One day before her swearing-in ceremony as the next chair of the Cobb Board of Commissioners, Lisa Cupid doubled down on commitments she made on the campaign trail, namely: a focus on a transit referendum, affordable housing, and equity.
“I think it’s also important that we look at the impact that our services and our policies have across the county and across different communities in Cobb,” she said at a meeting of the South Cobb Business Association Wednesday. “We know by being part of this community in south Cobb … some of the positive characteristics of Cobb don’t necessarily paint the picture for where we live.”
Moments later, Monique Sheffield, who has replaced Cupid as the county commissioner representing south Cobb, laid out her vision for her district, one that looks more like Cobb’s second largest city, Smyrna.
More high-density, high-quality housing, Sheffield said, will lure commercial development, bringing area residents the amenities enjoyed by other parts of the county.
The future District 4 “may be similar to our neighbors over in Smyrna, without the density of course,” she said, before adding: “But obviously, that will require some level of density, for us to get those things or amenities that we have been asking for. And those are the restaurants. But builders are looking for rooftops. We can’t have restaurants and those types of business … sustain themselves during the daytime if there’s no daytime traffic there.”

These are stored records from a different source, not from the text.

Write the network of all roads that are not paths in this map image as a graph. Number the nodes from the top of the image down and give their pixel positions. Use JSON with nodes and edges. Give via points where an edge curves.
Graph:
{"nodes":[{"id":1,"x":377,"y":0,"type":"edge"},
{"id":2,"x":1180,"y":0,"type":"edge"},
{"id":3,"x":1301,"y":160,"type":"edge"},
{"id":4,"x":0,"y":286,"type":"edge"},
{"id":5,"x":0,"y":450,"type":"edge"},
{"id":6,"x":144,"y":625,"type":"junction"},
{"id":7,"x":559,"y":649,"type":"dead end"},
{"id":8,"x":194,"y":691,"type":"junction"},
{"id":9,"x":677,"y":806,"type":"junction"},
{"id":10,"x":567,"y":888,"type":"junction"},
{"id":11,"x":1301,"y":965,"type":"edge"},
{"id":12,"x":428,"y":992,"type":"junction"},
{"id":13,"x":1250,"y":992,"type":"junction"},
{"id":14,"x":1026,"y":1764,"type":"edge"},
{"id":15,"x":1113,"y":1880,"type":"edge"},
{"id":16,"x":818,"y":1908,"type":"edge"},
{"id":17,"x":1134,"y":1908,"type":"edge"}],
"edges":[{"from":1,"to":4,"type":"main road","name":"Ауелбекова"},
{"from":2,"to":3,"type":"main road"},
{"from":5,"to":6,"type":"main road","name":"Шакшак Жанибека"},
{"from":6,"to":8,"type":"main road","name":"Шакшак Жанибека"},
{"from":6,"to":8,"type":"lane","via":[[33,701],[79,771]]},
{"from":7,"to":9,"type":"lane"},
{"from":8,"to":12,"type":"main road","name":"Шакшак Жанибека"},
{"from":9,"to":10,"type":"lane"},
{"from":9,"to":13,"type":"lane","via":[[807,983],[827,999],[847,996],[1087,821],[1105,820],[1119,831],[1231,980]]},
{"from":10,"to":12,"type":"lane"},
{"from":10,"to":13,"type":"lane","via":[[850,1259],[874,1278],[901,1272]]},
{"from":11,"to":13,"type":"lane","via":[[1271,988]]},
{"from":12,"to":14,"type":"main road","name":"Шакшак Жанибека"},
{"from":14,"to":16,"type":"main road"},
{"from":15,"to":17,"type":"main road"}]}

Reprising other themes of her campaign, Sheffield said she would push for better code enforcement in her district as well as changes to the county’s zoning ordinance, although she did not detail any suggested changes.
For the first time in decades, Democrats are a majority on the county’s governing board. Cupid, Sheffield and east Cobb Commissioner Jerica Richardson each won their respective races in November, flipping a board that had long been dominated by Republicans. They have downplayed their partisan affiliation, however, saying their decisions won’t be determined by party but county wellbeing.
Specific issues aside, Cupid said she has five goals as county chair: to govern with openness and transparency; to make intelligent, data-driven decisions; to ensure the county’s success is “shared by all”; to be innovative; and to invest in the county’s infrastructure and people.